Coincheck has confirmed that it will soon start refunding investors who lost their NEM holding during the cyberheist on January 26, 2018.
In an official communiqué on its website, the troubled exchange apologized for the inconvenience caused to its investors and other stakeholders. It assured that everyone who found themselves at the receiving end of the heist will be compensated in Japanese yen. The refund amount, it added, will be deposited directly in their Coincheck wallet.
According to the company’s own data, the perpetrators of yesterday’s cyber attack got away with 523 million XEM, which was being held by as many as 260,000 investors.
The Refund Method
The communication, originally in Japanese, also outlines the refund method.
“We will calculate the price using the weighted average of the volume, with reference to the virtual currency exchange Zaif’s XEM / JPY (NEM / JPY) operated by Tec BURO Co., Ltd., which has the largest handling volume of NEM in Japan and overseas. The calculation period is the weighted average price from NEM’s suspension of trading at Coincheck to this release, and will be refunded in JPY,” Coincheck announced (via Google Translate).

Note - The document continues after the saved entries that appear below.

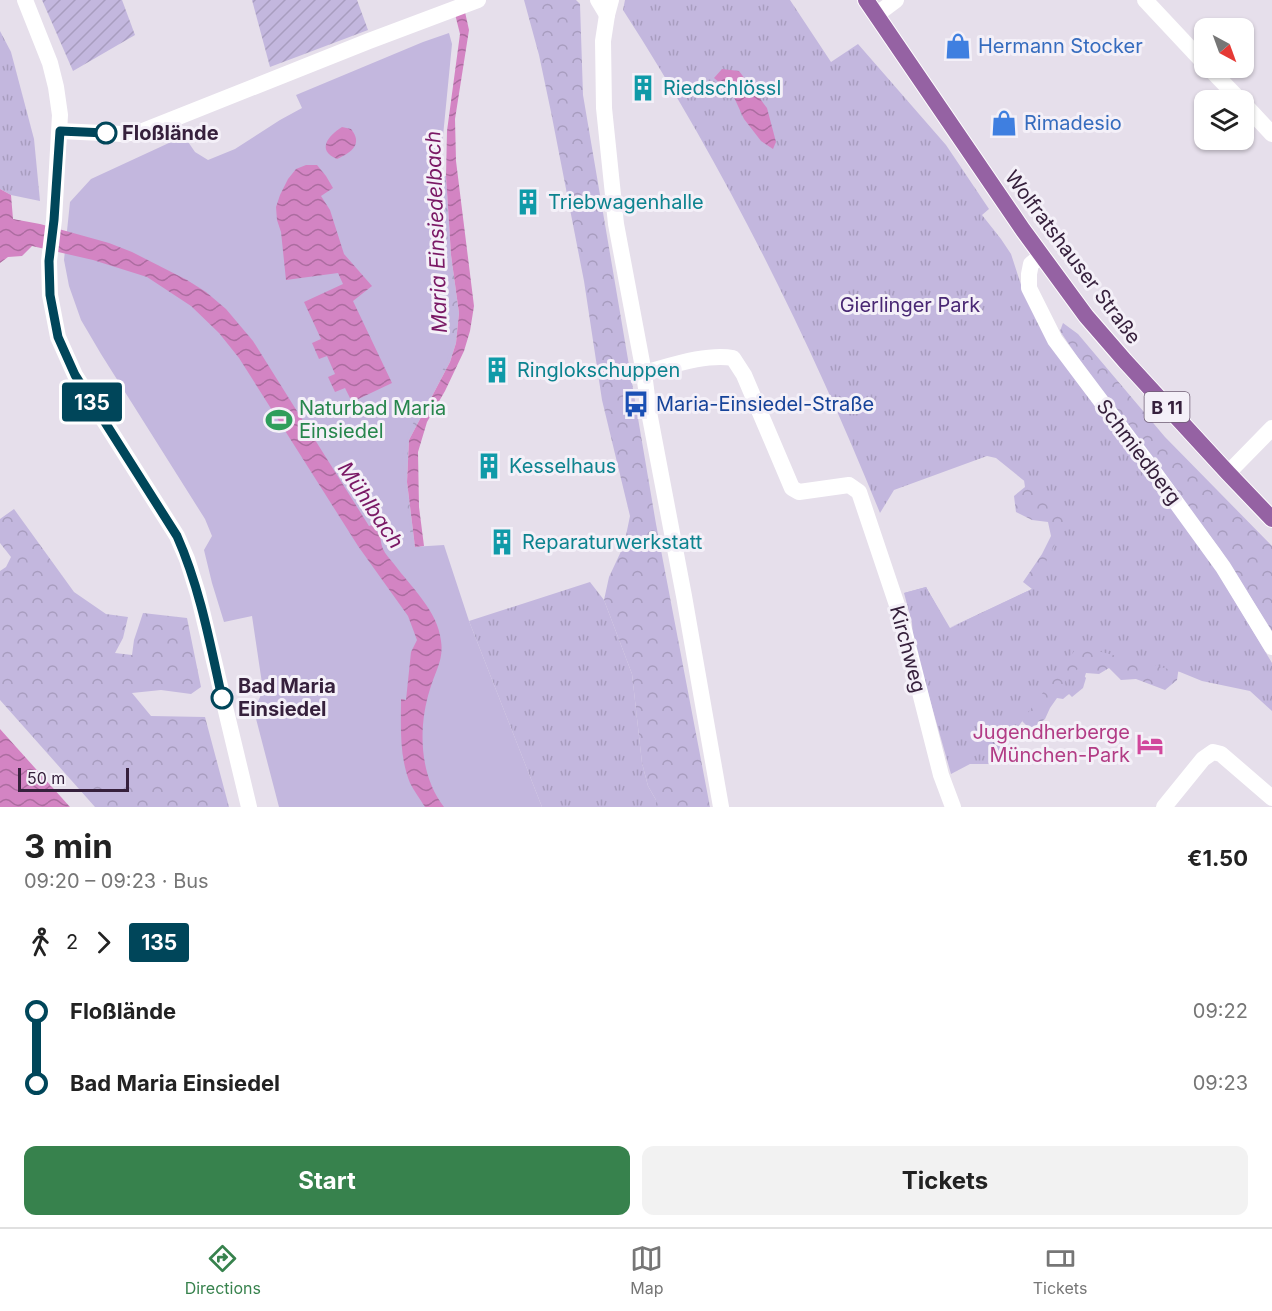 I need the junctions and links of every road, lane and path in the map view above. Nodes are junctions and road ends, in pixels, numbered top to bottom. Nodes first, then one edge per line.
1 (25, 0) edge
2 (478, 0) edge
3 (598, 0) edge
4 (866, 0) edge
5 (896, 0) edge
6 (1145, 0) edge
7 (609, 8) edge
8 (876, 15) junction
9 (1194, 52) edge
10 (1219, 78) edge
11 (1230, 90) edge
12 (1254, 115) edge
13 (60, 131) junction
14 (1272, 134) edge
15 (1041, 256) junction
16 (644, 373) junction
17 (1272, 428) edge
18 (1227, 473) junction
19 (1272, 519) edge
20 (1272, 647) edge
21 (1272, 798) edge
22 (249, 807) edge
23 (721, 807) edge
24 (953, 807) edge
25 (1164, 807) edge

1 - 13 street
2 - 13 street
3 - 7 street
4 - 8 main road, Wolfratshauser Straße / B 11
5 - 8 street
6 - 9 street
7 - 16 street
8 - 15 main road, Wolfratshauser Straße / B 11
10 - 11 street
12 - 14 street
13 - 22 street
15 - 18 main road, Wolfratshauser Straße / B 11
15 - 20 street, Schmiedberg
16 - 23 street
16 - 24 street, Kirchweg
17 - 18 street
18 - 19 main road, Wolfratshauser Straße / B 11
21 - 25 street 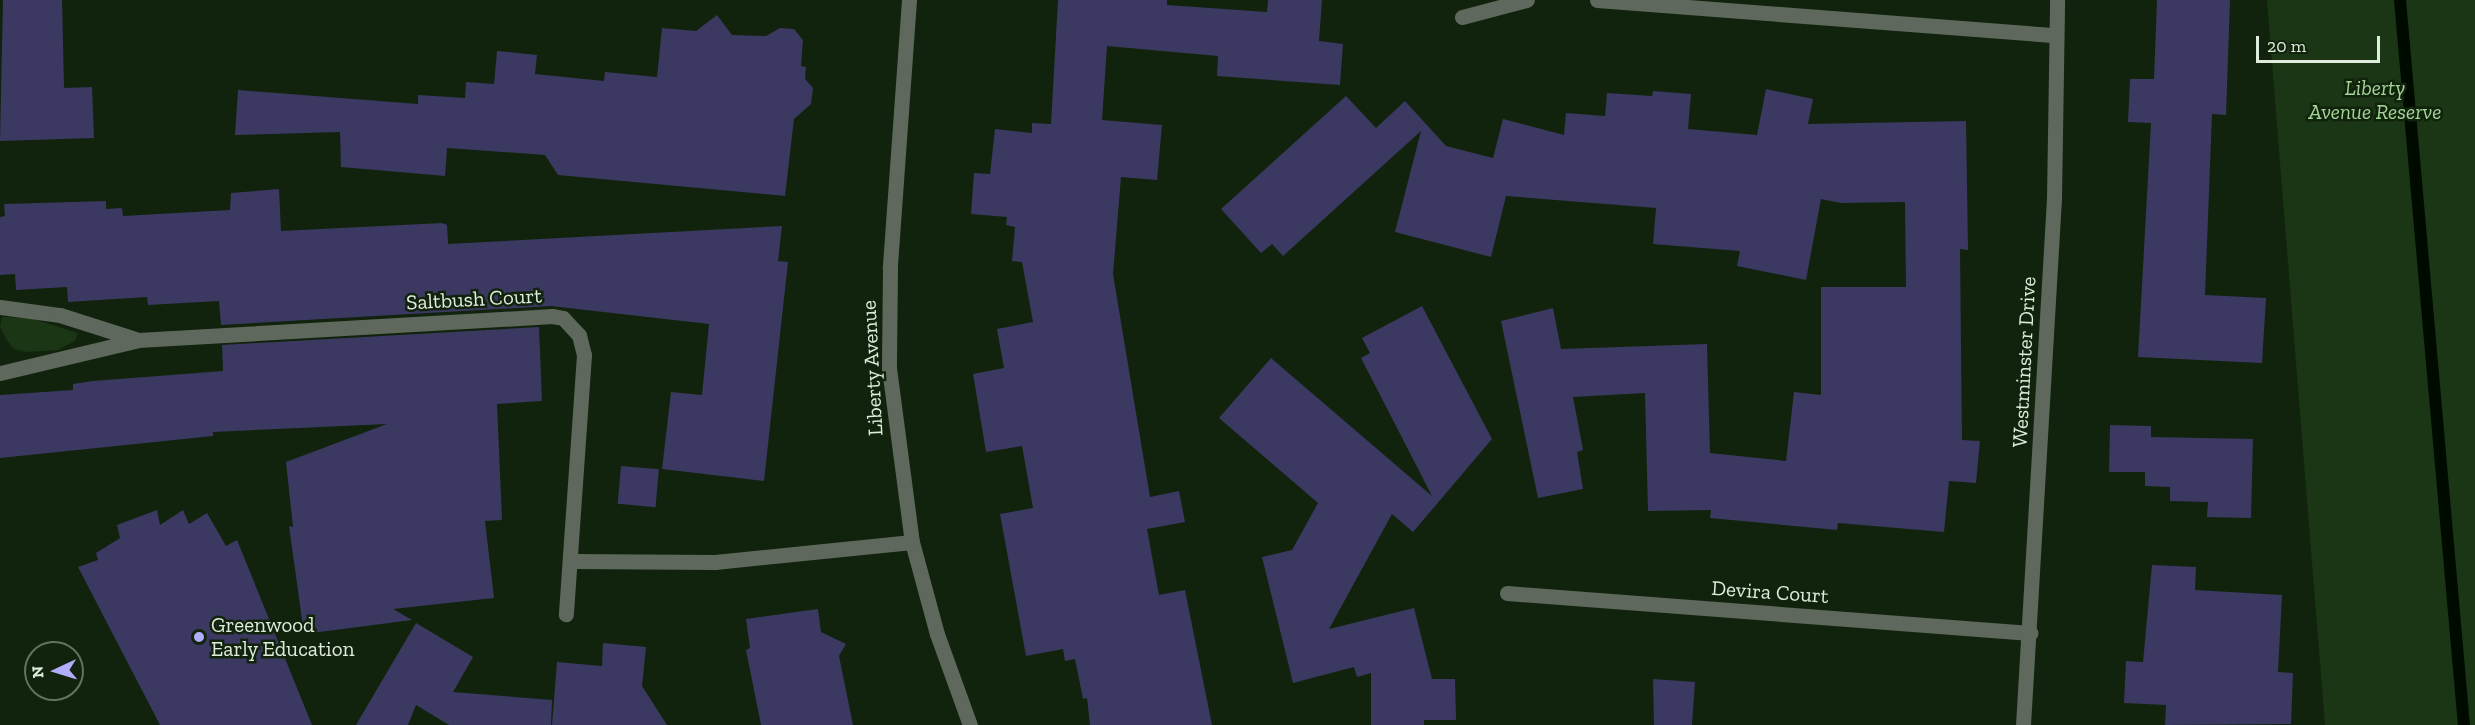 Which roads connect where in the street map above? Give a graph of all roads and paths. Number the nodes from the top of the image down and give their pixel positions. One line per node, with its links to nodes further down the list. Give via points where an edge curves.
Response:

The Japanese exchange further elaborated that it will base the refund amount calculation from the time when trading was stopped on January 26 (approximately 12:09 Japan time) till the release of the press note, which has been issued on January 27 at 23:00 hrs.
If you are among those affected by the heist, you can calculate your due amount using the following simple formula: compensation due = 88.549 yen * number of NEM you lost.
As for the transaction period, it will take for the refund to be deposited in your Coincheck wallet, the company has not set any strict deadline.
“The method of procedure is under consideration now,” the press note read, adding that the company will issue the refunds using its own funds.
Biggest Cryptocurrency Heist on Record
On January 26, Coincheck issued a series of statements in quick succession saying that it had fell victim to a major cyberheist. The exchange confirmed that it had temporarily halted the deposits and withdrawals for NEM (XEM). Shortly after, Coincheck extended the restriction to other cryptocurrencies as well as the Japanese yen.
The fiat equivalence of the lost coins amounted to approximately half a billion dollars, making the 2018 Coincheck hack one of the worst cyber thefts on record, if not the worst.
In a conversation with cryptonews.com, the president of the Nem.io foundation clarified that the blockchain in itself had nothing to do with yesterday’s breach. Rather, it was partly caused by Coincheck ignoring or incorrectly using their “multi-signature smart contract.”